WORK ITEM — Reproduce all of the entries character for character, while leaving out any pictures they contain.

Saved entries —
##########
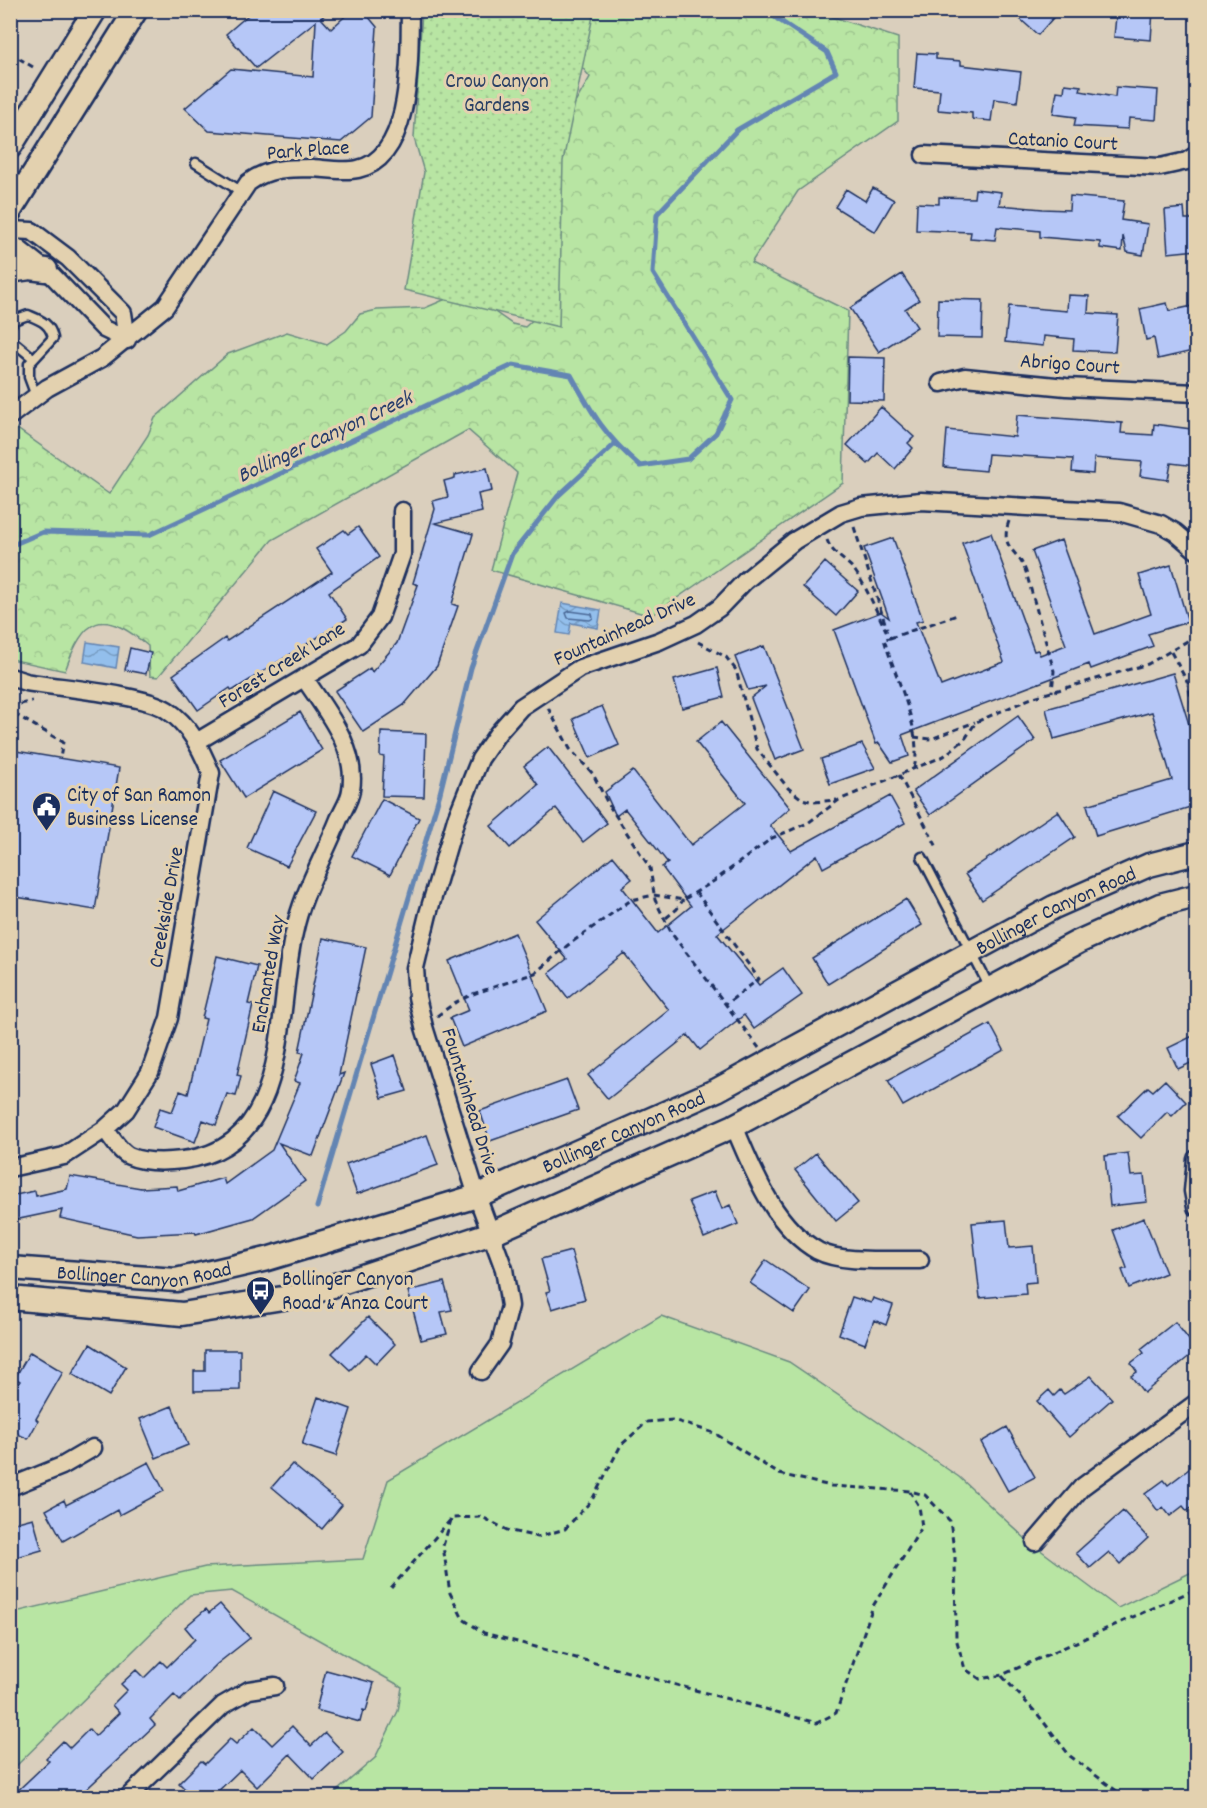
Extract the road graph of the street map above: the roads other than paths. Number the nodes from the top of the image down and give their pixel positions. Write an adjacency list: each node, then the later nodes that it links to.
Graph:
1 (94, 10): 4 (main road)
2 (136, 10): 9 (main road)
3 (410, 10): 8 (street, Park Place)
4 (12, 143)
5 (924, 155): 6 (street, Catanio Court)
6 (1197, 155)
7 (196, 164): 8 (lane)
8 (242, 192): 16 (street, Park Place)
9 (10, 211)
10 (10, 230): 16 (street)
11 (10, 242): 12 (street)
12 (46, 270): 13 (main road); 16 (street)
13 (10, 271)
14 (10, 326): 17 (lane)
15 (10, 339): 17 (lane)
16 (127, 340): 20 (street)
17 (33, 358): 20 (lane)
18 (941, 383): 19 (street, Abrigo Court)
19 (1197, 393)
20 (36, 396): 21 (street)
21 (10, 416)
22 (402, 511): 25 (street, Forest Creek Lane)
23 (1197, 550): 36 (street, Fountainhead Drive)
24 (10, 677): 26 (street, Creekside Drive)
25 (305, 679): 26 (street, Forest Creek Lane); 33 (street, Enchanted Way)
26 (198, 741): 33 (street, Creekside Drive)
27 (1197, 853): 30 (main road, Bollinger Canyon Road)
28 (921, 857): 30 (lane)
29 (1197, 896): 31 (main road, Bollinger Canyon Road)
30 (972, 954): 31 (lane); 36 (main road, Bollinger Canyon Road)
31 (990, 988): 32 (main road, Bollinger Canyon Road)
32 (734, 1126): 38 (main road, Bollinger Canyon Road); 39 (street)
33 (105, 1130): 35 (street, Creekside Drive)
34 (1197, 1159): 37 (street)
35 (10, 1168)
36 (477, 1196): 38 (street, Fountainhead Drive); 40 (main road, Bollinger Canyon Road)
37 (1197, 1207)
38 (492, 1233): 41 (main road, Bollinger Canyon Road); 42 (street, Fountainhead Drive)
39 (920, 1260)
40 (10, 1268)
41 (10, 1298)
42 (481, 1371)
43 (1197, 1403): 46 (street)
44 (93, 1448): 45 (street)
45 (10, 1487)
46 (1035, 1542)
47 (275, 1686): 48 (street)
48 (126, 1797)

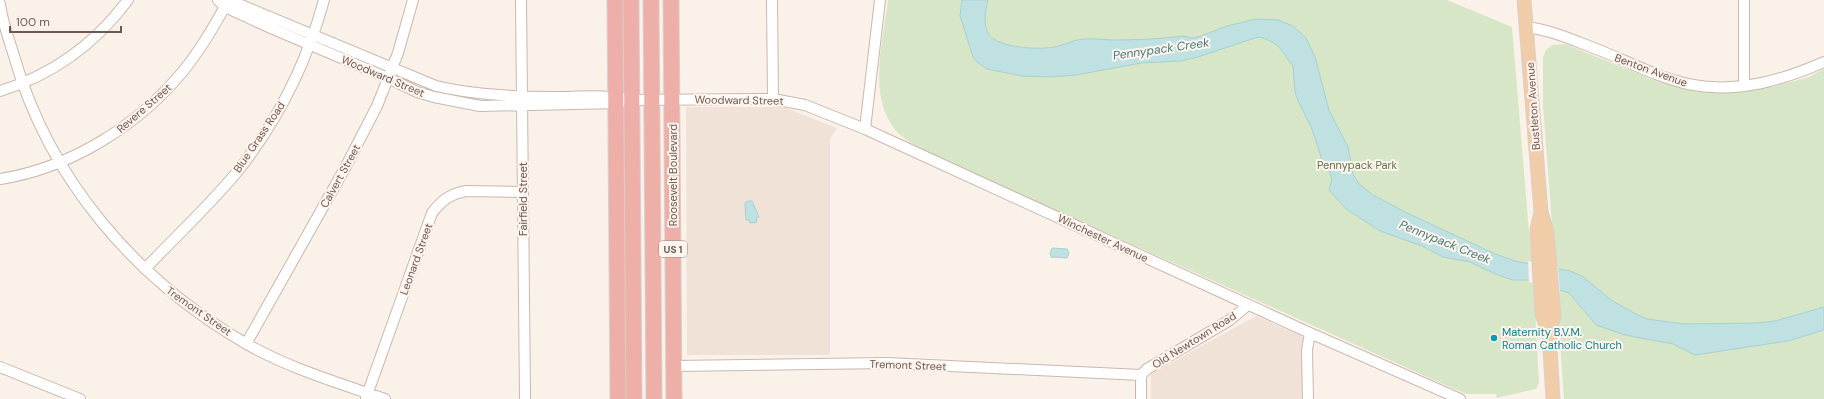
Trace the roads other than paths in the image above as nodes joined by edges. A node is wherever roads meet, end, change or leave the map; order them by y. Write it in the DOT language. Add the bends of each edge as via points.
graph roads {
  1 [pos="128,0"];
  2 [pos="324,0"];
  3 [pos="413,0"];
  4 [pos="521,0"];
  5 [pos="615,0"];
  6 [pos="631,0"];
  7 [pos="651,0"];
  8 [pos="671,0"];
  9 [pos="772,0"];
  10 [pos="880,0"];
  11 [pos="1524,0"];
  12 [pos="1744,0"];
  13 [pos="225,2"];
  14 [pos="0,9"];
  15 [pos="1526,27"];
  16 [pos="311,40"];
  17 [pos="1824,62"];
  18 [pos="390,73"];
  19 [pos="22,84"];
  20 [pos="1744,86"];
  21 [pos="0,91"];
  22 [pos="652,99"];
  23 [pos="672,99"];
  24 [pos="773,99"];
  25 [pos="616,100"];
  26 [pos="632,100"];
  27 [pos="522,101"];
  28 [pos="865,129"];
  29 [pos="58,162"];
  30 [pos="0,179"];
  31 [pos="523,192"];
  32 [pos="145,269"];
  33 [pos="1248,304"];
  34 [pos="1310,333"];
  35 [pos="246,344"];
  36 [pos="674,366"];
  37 [pos="0,367"];
  38 [pos="1141,374"];
  39 [pos="63,396"];
  40 [pos="367,396"];
  41 [pos="80,399"];
  42 [pos="385,399"];
  43 [pos="524,399"];
  44 [pos="618,399"];
  45 [pos="634,399"];
  46 [pos="654,399"];
  47 [pos="674,399"];
  48 [pos="1141,399"];
  49 [pos="1308,399"];
  50 [pos="1460,399"];
  51 [pos="1553,399"];
  1 -- 19 [label="street" via="107,26 82,50 44,74"];
  2 -- 16 [label="street, Blue Grass Road"];
  3 -- 18 [label="street, Calvert Street"];
  4 -- 27 [label="street, Fairfield Street"];
  5 -- 25 [label="highway"];
  6 -- 26 [label="highway"];
  7 -- 22 [label="highway, Roosevelt Boulevard / US 1"];
  8 -- 23 [label="highway, Roosevelt Boulevard / US 1"];
  9 -- 24 [label="street"];
  10 -- 28 [label="street"];
  11 -- 15 [label="main road, Bustleton Avenue"];
  12 -- 20 [label="street"];
  13 -- 16 [label="street, Woodward Street"];
  13 -- 29 [label="street, Revere Street" via="192,60 155,101 116,132"];
  14 -- 19 [label="street, Tremont Street"];
  15 -- 20 [label="street, Benton Avenue" via="1549,31 1660,75 1693,85"];
  15 -- 51 [label="main road, Bustleton Avenue"];
  16 -- 18 [label="street, Woodward Street"];
  16 -- 32 [label="street, Blue Grass Road" via="288,92 242,165 214,198"];
  17 -- 20 [label="street, Benton Avenue" via="1775,81"];
  18 -- 27 [label="street, Woodward Street" via="417,92 456,102 480,106"];
  18 -- 35 [label="street, Calvert Street" via="369,122"];
  19 -- 21 [label="street"];
  19 -- 29 [label="street, Tremont Street" via="35,117"];
  22 -- 23 [label="street, Woodward Street"];
  22 -- 26 [label="street, Woodward Street"];
  22 -- 46 [label="highway, Roosevelt Boulevard / US 1"];
  23 -- 24 [label="street, Woodward Street"];
  23 -- 36 [label="highway, Roosevelt Boulevard / US 1"];
  24 -- 28 [label="street, Woodward Street" via="805,105"];
  25 -- 26 [label="street, Woodward Street"];
  25 -- 27 [label="street, Woodward Street"];
  25 -- 44 [label="highway"];
  26 -- 45 [label="highway"];
  27 -- 31 [label="street, Fairfield Street"];
  28 -- 33 [label="street, Winchester Avenue"];
  29 -- 30 [label="street, Revere Street"];
  29 -- 32 [label="street, Tremont Street" via="102,224"];
  31 -- 40 [label="street, Leonard Street" via="457,192 441,202 432,213"];
  31 -- 43 [label="street, Fairfield Street"];
  32 -- 35 [label="street, Tremont Street" via="182,301"];
  33 -- 34 [label="street, Winchester Avenue"];
  33 -- 38 [label="street, Old Newtown Road" via="1230,320 1147,368"];
  34 -- 49 [label="street" via="1307,350"];
  34 -- 50 [label="street, Winchester Avenue"];
  35 -- 40 [label="street, Tremont Street"];
  36 -- 38 [label="street, Tremont Street" via="887,363"];
  36 -- 47 [label="highway, Roosevelt Boulevard / US 1"];
  37 -- 39 [label="street"];
  38 -- 48 [label="street, Old Newtown Road"];
  39 -- 41 [label="street"];
  40 -- 42 [label="street, Tremont Street"];
}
##########
EXERCISE OUTPUT —
Extract the road graph of the street map above: the roads other than paths. Number the nodes from the top of the image down and give their pixel positions. Write an adjacency list: each node, then the later nodes that it links to.
Graph:
1 (94, 10): 4 (main road)
2 (136, 10): 9 (main road)
3 (410, 10): 8 (street, Park Place)
4 (12, 143)
5 (924, 155): 6 (street, Catanio Court)
6 (1197, 155)
7 (196, 164): 8 (lane)
8 (242, 192): 16 (street, Park Place)
9 (10, 211)
10 (10, 230): 16 (street)
11 (10, 242): 12 (street)
12 (46, 270): 13 (main road); 16 (street)
13 (10, 271)
14 (10, 326): 17 (lane)
15 (10, 339): 17 (lane)
16 (127, 340): 20 (street)
17 (33, 358): 20 (lane)
18 (941, 383): 19 (street, Abrigo Court)
19 (1197, 393)
20 (36, 396): 21 (street)
21 (10, 416)
22 (402, 511): 25 (street, Forest Creek Lane)
23 (1197, 550): 36 (street, Fountainhead Drive)
24 (10, 677): 26 (street, Creekside Drive)
25 (305, 679): 26 (street, Forest Creek Lane); 33 (street, Enchanted Way)
26 (198, 741): 33 (street, Creekside Drive)
27 (1197, 853): 30 (main road, Bollinger Canyon Road)
28 (921, 857): 30 (lane)
29 (1197, 896): 31 (main road, Bollinger Canyon Road)
30 (972, 954): 31 (lane); 36 (main road, Bollinger Canyon Road)
31 (990, 988): 32 (main road, Bollinger Canyon Road)
32 (734, 1126): 38 (main road, Bollinger Canyon Road); 39 (street)
33 (105, 1130): 35 (street, Creekside Drive)
34 (1197, 1159): 37 (street)
35 (10, 1168)
36 (477, 1196): 38 (street, Fountainhead Drive); 40 (main road, Bollinger Canyon Road)
37 (1197, 1207)
38 (492, 1233): 41 (main road, Bollinger Canyon Road); 42 (street, Fountainhead Drive)
39 (920, 1260)
40 (10, 1268)
41 (10, 1298)
42 (481, 1371)
43 (1197, 1403): 46 (street)
44 (93, 1448): 45 (street)
45 (10, 1487)
46 (1035, 1542)
47 (275, 1686): 48 (street)
48 (126, 1797)

Trace the roads other than paths in the image above as nodes joined by edges. A node is wherever roads meet, end, change or leave the map; order them by y. Write it in the DOT language. Add the bends of each edge as via points.
graph roads {
  1 [pos="128,0"];
  2 [pos="324,0"];
  3 [pos="413,0"];
  4 [pos="521,0"];
  5 [pos="615,0"];
  6 [pos="631,0"];
  7 [pos="651,0"];
  8 [pos="671,0"];
  9 [pos="772,0"];
  10 [pos="880,0"];
  11 [pos="1524,0"];
  12 [pos="1744,0"];
  13 [pos="225,2"];
  14 [pos="0,9"];
  15 [pos="1526,27"];
  16 [pos="311,40"];
  17 [pos="1824,62"];
  18 [pos="390,73"];
  19 [pos="22,84"];
  20 [pos="1744,86"];
  21 [pos="0,91"];
  22 [pos="652,99"];
  23 [pos="672,99"];
  24 [pos="773,99"];
  25 [pos="616,100"];
  26 [pos="632,100"];
  27 [pos="522,101"];
  28 [pos="865,129"];
  29 [pos="58,162"];
  30 [pos="0,179"];
  31 [pos="523,192"];
  32 [pos="145,269"];
  33 [pos="1248,304"];
  34 [pos="1310,333"];
  35 [pos="246,344"];
  36 [pos="674,366"];
  37 [pos="0,367"];
  38 [pos="1141,374"];
  39 [pos="63,396"];
  40 [pos="367,396"];
  41 [pos="80,399"];
  42 [pos="385,399"];
  43 [pos="524,399"];
  44 [pos="618,399"];
  45 [pos="634,399"];
  46 [pos="654,399"];
  47 [pos="674,399"];
  48 [pos="1141,399"];
  49 [pos="1308,399"];
  50 [pos="1460,399"];
  51 [pos="1553,399"];
  1 -- 19 [label="street" via="107,26 82,50 44,74"];
  2 -- 16 [label="street, Blue Grass Road"];
  3 -- 18 [label="street, Calvert Street"];
  4 -- 27 [label="street, Fairfield Street"];
  5 -- 25 [label="highway"];
  6 -- 26 [label="highway"];
  7 -- 22 [label="highway, Roosevelt Boulevard / US 1"];
  8 -- 23 [label="highway, Roosevelt Boulevard / US 1"];
  9 -- 24 [label="street"];
  10 -- 28 [label="street"];
  11 -- 15 [label="main road, Bustleton Avenue"];
  12 -- 20 [label="street"];
  13 -- 16 [label="street, Woodward Street"];
  13 -- 29 [label="street, Revere Street" via="192,60 155,101 116,132"];
  14 -- 19 [label="street, Tremont Street"];
  15 -- 20 [label="street, Benton Avenue" via="1549,31 1660,75 1693,85"];
  15 -- 51 [label="main road, Bustleton Avenue"];
  16 -- 18 [label="street, Woodward Street"];
  16 -- 32 [label="street, Blue Grass Road" via="288,92 242,165 214,198"];
  17 -- 20 [label="street, Benton Avenue" via="1775,81"];
  18 -- 27 [label="street, Woodward Street" via="417,92 456,102 480,106"];
  18 -- 35 [label="street, Calvert Street" via="369,122"];
  19 -- 21 [label="street"];
  19 -- 29 [label="street, Tremont Street" via="35,117"];
  22 -- 23 [label="street, Woodward Street"];
  22 -- 26 [label="street, Woodward Street"];
  22 -- 46 [label="highway, Roosevelt Boulevard / US 1"];
  23 -- 24 [label="street, Woodward Street"];
  23 -- 36 [label="highway, Roosevelt Boulevard / US 1"];
  24 -- 28 [label="street, Woodward Street" via="805,105"];
  25 -- 26 [label="street, Woodward Street"];
  25 -- 27 [label="street, Woodward Street"];
  25 -- 44 [label="highway"];
  26 -- 45 [label="highway"];
  27 -- 31 [label="street, Fairfield Street"];
  28 -- 33 [label="street, Winchester Avenue"];
  29 -- 30 [label="street, Revere Street"];
  29 -- 32 [label="street, Tremont Street" via="102,224"];
  31 -- 40 [label="street, Leonard Street" via="457,192 441,202 432,213"];
  31 -- 43 [label="street, Fairfield Street"];
  32 -- 35 [label="street, Tremont Street" via="182,301"];
  33 -- 34 [label="street, Winchester Avenue"];
  33 -- 38 [label="street, Old Newtown Road" via="1230,320 1147,368"];
  34 -- 49 [label="street" via="1307,350"];
  34 -- 50 [label="street, Winchester Avenue"];
  35 -- 40 [label="street, Tremont Street"];
  36 -- 38 [label="street, Tremont Street" via="887,363"];
  36 -- 47 [label="highway, Roosevelt Boulevard / US 1"];
  37 -- 39 [label="street"];
  38 -- 48 [label="street, Old Newtown Road"];
  39 -- 41 [label="street"];
  40 -- 42 [label="street, Tremont Street"];
}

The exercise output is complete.